(Provided records Opens)
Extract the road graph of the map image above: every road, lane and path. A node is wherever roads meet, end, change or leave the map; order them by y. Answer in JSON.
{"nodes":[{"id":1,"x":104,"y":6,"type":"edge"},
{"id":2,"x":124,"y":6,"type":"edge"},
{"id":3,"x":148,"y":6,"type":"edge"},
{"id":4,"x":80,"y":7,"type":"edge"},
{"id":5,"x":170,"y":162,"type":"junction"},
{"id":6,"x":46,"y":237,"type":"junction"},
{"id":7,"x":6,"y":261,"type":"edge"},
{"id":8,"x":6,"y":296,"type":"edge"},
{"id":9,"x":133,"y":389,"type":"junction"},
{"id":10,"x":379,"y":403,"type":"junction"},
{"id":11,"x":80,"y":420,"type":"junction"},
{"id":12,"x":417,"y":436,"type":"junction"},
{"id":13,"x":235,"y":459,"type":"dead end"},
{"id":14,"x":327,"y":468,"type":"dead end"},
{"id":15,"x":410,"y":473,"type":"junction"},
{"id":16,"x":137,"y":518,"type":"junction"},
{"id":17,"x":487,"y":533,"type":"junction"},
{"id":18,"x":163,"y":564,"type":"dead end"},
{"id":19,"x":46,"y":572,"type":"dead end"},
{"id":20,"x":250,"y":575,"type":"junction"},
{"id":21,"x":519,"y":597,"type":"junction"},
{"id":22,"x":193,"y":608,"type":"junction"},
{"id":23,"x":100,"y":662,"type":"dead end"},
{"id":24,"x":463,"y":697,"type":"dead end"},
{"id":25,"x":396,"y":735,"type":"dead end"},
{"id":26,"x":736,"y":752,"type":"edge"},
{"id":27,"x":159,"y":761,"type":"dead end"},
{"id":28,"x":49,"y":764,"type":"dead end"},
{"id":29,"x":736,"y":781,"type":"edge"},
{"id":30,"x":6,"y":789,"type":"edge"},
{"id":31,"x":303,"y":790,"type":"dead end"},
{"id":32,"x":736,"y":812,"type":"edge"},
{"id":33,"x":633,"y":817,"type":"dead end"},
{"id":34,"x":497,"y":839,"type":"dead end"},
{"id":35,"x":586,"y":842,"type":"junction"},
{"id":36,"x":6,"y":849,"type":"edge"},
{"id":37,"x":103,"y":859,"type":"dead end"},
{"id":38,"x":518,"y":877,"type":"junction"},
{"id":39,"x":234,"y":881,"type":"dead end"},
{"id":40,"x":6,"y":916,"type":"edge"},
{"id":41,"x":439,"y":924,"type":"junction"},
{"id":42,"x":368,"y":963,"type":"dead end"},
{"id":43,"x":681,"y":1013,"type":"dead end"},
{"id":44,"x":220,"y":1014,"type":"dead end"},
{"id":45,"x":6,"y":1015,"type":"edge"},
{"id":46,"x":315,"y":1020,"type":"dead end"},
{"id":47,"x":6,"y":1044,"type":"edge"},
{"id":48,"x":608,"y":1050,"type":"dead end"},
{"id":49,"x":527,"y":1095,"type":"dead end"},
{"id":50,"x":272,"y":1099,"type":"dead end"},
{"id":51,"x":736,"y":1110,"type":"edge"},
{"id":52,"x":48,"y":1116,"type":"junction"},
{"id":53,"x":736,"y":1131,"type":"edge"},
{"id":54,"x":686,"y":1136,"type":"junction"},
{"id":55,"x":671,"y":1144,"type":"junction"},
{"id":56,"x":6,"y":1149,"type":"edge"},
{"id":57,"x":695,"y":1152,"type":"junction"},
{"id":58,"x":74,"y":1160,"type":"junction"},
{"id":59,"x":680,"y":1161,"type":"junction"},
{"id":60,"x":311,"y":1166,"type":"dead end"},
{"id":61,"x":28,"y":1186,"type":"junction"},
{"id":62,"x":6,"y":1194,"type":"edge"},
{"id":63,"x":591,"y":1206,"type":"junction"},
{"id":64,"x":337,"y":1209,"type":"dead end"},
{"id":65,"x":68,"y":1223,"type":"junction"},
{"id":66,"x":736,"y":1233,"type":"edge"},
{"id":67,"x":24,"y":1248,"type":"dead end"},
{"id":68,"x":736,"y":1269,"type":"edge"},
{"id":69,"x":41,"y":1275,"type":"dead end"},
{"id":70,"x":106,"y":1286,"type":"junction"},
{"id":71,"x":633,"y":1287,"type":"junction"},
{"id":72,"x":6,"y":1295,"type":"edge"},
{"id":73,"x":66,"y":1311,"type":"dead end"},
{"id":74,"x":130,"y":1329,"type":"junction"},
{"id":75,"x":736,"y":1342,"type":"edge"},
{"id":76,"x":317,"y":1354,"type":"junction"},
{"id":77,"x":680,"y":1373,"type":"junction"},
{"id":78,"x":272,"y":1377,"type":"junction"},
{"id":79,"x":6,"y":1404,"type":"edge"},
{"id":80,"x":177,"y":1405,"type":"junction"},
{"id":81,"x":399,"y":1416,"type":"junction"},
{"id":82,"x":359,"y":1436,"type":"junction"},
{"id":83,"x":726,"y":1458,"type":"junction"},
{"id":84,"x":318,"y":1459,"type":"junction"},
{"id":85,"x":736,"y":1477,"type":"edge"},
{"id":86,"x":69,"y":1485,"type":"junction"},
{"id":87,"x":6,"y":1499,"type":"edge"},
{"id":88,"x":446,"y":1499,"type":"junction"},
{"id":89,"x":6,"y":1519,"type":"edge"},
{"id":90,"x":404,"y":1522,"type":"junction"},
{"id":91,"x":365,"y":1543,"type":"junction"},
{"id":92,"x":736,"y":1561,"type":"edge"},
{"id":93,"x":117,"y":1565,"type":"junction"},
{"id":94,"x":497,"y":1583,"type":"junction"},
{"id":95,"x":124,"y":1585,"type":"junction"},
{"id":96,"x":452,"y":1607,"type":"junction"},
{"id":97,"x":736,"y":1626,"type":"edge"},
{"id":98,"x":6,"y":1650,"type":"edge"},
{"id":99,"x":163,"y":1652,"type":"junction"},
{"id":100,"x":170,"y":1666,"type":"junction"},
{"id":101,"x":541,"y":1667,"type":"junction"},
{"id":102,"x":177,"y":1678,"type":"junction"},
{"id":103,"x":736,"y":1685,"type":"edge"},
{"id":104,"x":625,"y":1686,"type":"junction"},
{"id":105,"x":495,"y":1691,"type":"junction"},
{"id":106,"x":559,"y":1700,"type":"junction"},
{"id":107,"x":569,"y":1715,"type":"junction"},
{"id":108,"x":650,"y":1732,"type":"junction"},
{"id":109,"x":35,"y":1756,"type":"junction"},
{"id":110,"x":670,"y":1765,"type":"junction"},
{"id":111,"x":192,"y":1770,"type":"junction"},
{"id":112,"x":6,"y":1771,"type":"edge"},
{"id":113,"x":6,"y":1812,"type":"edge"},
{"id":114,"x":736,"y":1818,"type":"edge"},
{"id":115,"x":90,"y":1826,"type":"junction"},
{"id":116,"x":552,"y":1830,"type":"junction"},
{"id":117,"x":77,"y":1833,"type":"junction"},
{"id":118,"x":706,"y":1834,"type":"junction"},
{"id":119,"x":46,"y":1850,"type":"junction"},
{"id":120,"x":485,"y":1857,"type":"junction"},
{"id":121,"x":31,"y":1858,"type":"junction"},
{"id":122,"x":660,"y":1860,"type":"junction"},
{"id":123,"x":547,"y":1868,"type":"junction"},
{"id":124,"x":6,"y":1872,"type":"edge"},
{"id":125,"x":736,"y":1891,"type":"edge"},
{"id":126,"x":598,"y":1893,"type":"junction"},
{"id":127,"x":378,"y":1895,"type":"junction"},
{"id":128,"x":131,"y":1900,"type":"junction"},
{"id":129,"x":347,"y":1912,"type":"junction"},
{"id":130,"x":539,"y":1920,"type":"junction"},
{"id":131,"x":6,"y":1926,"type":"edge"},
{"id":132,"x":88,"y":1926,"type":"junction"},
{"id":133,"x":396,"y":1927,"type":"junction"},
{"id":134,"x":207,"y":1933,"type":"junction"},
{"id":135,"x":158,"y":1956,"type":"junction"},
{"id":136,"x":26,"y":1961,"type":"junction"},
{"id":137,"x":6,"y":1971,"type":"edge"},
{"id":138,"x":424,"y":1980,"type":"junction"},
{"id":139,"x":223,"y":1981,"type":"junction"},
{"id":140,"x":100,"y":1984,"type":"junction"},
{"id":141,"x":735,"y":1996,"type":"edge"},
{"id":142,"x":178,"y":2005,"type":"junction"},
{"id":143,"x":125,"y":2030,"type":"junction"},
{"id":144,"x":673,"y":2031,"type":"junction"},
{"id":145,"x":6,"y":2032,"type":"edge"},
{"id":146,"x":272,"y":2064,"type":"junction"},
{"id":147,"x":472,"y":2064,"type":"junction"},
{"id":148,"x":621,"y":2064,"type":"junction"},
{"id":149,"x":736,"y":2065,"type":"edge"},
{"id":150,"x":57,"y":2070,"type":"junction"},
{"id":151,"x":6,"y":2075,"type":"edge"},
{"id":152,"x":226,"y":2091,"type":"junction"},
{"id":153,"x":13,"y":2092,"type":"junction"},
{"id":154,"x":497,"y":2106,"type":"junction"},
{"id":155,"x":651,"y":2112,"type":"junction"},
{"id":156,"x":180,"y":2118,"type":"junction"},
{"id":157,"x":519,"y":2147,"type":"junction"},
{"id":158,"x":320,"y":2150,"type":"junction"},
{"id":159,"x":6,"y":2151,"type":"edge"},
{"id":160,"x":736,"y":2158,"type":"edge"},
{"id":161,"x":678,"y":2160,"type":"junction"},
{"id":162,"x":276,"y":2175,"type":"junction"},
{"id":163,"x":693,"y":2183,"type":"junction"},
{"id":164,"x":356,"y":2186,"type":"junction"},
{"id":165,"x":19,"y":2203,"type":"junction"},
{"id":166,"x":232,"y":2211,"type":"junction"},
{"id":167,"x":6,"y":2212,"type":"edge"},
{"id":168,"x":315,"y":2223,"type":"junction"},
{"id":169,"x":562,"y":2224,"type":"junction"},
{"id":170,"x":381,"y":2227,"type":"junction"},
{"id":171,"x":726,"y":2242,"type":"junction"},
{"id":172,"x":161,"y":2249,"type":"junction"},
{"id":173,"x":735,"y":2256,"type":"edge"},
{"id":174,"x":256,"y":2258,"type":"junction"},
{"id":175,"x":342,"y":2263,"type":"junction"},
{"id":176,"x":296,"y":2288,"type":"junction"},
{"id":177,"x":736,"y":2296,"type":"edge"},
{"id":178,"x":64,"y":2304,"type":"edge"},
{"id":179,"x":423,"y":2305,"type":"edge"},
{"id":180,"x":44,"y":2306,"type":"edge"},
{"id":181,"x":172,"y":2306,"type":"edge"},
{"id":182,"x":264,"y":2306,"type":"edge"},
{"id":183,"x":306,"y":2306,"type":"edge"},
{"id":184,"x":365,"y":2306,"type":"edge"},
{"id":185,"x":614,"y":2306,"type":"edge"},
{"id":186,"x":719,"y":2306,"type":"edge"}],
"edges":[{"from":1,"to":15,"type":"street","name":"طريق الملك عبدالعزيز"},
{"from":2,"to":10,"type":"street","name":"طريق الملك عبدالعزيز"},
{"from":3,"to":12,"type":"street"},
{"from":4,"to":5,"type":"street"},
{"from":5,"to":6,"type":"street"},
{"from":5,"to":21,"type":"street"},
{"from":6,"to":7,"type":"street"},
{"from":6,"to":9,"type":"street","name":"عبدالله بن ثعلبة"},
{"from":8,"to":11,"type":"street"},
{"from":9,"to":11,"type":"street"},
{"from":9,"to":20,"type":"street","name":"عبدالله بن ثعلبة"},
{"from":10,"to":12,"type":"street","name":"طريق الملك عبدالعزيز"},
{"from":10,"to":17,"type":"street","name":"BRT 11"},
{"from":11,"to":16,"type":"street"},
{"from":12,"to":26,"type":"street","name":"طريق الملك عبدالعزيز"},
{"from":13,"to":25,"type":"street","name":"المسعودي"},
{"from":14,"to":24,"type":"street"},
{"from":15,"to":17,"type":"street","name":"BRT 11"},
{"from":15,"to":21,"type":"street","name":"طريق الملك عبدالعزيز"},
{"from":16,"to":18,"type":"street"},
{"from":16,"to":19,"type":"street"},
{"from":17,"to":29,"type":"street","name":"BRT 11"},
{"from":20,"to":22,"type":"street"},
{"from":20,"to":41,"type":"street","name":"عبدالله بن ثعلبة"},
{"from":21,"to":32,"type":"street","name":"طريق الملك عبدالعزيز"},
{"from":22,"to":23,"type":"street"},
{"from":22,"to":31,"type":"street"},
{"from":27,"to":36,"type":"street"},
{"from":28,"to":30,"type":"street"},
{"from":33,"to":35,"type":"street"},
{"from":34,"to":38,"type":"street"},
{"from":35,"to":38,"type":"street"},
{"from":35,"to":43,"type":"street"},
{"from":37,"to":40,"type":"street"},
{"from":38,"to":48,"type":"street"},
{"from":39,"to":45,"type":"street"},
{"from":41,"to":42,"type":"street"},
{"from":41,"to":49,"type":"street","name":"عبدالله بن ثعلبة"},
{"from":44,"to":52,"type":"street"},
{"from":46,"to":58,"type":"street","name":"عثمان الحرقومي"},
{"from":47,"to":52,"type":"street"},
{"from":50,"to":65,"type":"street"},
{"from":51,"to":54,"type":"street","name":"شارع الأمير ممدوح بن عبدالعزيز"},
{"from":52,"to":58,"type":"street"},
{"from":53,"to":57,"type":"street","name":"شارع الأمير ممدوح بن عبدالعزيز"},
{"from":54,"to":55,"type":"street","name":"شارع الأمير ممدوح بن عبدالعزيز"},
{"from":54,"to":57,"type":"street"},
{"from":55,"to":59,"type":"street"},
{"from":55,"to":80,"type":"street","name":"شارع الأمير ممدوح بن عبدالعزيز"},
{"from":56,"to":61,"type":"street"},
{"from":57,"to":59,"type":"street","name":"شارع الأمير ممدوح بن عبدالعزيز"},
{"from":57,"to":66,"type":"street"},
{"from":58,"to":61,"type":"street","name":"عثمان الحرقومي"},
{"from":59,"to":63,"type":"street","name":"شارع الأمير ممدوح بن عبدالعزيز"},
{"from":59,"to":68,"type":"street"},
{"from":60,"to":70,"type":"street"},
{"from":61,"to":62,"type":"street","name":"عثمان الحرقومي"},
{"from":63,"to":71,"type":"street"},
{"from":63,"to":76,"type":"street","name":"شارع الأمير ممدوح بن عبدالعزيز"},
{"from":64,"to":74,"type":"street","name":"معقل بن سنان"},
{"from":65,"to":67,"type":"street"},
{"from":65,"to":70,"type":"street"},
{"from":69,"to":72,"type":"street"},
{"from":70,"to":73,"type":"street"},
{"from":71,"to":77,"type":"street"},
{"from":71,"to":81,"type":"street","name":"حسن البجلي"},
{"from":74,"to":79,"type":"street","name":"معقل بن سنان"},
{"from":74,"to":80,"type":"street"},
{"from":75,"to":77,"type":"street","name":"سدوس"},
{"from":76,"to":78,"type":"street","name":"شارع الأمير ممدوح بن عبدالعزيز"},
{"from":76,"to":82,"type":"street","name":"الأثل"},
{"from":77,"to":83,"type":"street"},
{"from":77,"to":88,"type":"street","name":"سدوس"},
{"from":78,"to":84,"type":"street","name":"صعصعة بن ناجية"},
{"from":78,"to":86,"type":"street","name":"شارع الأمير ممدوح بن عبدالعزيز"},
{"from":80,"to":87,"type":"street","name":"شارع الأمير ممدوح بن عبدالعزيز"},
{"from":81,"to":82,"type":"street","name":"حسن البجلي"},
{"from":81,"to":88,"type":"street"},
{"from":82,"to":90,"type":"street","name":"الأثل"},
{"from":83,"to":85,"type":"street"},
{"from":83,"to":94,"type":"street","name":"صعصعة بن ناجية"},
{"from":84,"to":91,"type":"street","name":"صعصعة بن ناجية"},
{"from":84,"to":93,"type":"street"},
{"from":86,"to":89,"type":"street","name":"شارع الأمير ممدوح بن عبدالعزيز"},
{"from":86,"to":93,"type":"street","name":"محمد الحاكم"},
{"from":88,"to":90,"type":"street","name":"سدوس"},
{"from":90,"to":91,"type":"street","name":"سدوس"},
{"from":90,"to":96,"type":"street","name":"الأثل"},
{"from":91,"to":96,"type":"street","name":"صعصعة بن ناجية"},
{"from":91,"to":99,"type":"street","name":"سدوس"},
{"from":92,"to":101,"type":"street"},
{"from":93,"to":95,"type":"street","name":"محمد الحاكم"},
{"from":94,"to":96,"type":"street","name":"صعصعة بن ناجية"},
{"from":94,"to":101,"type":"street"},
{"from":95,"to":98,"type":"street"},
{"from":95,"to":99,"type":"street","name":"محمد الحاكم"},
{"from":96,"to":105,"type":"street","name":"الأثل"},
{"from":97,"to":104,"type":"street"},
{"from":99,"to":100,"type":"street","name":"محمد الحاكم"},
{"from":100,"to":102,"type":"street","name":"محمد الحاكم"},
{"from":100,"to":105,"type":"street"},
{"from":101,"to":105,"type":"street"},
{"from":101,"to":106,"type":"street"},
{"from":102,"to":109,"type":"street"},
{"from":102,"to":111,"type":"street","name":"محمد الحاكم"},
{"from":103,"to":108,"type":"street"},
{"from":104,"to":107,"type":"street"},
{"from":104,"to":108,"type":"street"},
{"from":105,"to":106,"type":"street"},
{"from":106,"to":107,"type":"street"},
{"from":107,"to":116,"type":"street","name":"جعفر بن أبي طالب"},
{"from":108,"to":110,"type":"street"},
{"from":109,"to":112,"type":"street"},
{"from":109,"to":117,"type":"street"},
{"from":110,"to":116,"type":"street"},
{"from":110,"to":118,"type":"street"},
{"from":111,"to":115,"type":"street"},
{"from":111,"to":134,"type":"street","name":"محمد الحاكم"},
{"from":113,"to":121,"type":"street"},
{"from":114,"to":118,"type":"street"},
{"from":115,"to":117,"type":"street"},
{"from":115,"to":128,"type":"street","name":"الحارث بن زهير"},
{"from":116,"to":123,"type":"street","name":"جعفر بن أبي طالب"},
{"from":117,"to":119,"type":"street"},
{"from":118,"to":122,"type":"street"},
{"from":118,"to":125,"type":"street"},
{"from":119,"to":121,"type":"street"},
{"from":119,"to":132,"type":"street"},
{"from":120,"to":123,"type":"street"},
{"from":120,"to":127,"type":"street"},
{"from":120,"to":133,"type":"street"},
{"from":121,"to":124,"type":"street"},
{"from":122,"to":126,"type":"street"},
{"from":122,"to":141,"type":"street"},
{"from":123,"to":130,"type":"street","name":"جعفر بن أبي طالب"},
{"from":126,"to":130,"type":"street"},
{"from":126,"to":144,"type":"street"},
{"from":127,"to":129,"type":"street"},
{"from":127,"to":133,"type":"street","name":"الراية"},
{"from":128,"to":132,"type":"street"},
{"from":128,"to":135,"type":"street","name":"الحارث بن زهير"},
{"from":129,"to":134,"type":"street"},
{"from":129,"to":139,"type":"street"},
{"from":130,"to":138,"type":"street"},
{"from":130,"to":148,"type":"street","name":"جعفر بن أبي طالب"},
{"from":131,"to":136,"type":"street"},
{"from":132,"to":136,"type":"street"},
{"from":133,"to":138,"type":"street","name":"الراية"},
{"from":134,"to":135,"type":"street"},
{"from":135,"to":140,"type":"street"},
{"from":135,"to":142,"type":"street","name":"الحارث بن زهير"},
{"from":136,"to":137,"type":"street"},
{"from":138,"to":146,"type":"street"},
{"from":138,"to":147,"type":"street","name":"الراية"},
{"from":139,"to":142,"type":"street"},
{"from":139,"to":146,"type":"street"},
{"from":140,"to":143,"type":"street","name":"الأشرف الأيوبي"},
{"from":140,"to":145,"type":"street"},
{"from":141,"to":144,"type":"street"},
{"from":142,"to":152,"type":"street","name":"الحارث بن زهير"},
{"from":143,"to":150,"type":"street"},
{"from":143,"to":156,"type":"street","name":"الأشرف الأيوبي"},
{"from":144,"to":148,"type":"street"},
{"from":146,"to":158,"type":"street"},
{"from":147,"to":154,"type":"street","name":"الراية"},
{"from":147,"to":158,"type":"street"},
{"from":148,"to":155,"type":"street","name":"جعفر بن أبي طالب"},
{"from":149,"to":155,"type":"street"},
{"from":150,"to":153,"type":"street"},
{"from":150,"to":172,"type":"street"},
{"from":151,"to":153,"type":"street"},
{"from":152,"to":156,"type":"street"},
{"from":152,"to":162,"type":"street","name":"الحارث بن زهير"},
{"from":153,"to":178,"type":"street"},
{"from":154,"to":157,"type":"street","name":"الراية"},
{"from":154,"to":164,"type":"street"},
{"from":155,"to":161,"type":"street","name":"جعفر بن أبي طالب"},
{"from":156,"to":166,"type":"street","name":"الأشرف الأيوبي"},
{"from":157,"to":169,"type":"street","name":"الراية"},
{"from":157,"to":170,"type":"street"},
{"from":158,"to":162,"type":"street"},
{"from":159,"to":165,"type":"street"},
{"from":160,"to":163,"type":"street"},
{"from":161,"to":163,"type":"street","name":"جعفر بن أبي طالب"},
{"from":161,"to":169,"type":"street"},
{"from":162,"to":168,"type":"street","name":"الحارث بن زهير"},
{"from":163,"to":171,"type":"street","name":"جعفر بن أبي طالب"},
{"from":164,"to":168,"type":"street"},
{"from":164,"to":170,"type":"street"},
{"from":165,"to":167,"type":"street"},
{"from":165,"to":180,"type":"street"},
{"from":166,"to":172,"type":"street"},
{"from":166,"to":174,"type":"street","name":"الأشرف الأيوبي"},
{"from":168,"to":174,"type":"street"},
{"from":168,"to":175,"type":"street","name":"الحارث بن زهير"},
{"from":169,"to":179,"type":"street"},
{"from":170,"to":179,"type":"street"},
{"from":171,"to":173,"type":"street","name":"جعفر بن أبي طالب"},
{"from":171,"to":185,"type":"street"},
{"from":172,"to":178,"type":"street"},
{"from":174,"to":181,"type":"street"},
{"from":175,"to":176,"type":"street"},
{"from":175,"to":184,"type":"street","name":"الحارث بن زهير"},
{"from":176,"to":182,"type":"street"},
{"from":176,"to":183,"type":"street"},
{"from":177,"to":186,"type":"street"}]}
(Provided records Closes)
The expected answer is a copy of each line in the records that holds the word "جعفر".

{"from":107,"to":116,"type":"street","name":"جعفر بن أبي طالب"},
{"from":116,"to":123,"type":"street","name":"جعفر بن أبي طالب"},
{"from":123,"to":130,"type":"street","name":"جعفر بن أبي طالب"},
{"from":130,"to":148,"type":"street","name":"جعفر بن أبي طالب"},
{"from":148,"to":155,"type":"street","name":"جعفر بن أبي طالب"},
{"from":155,"to":161,"type":"street","name":"جعفر بن أبي طالب"},
{"from":161,"to":163,"type":"street","name":"جعفر بن أبي طالب"},
{"from":163,"to":171,"type":"street","name":"جعفر بن أبي طالب"},
{"from":171,"to":173,"type":"street","name":"جعفر بن أبي طالب"},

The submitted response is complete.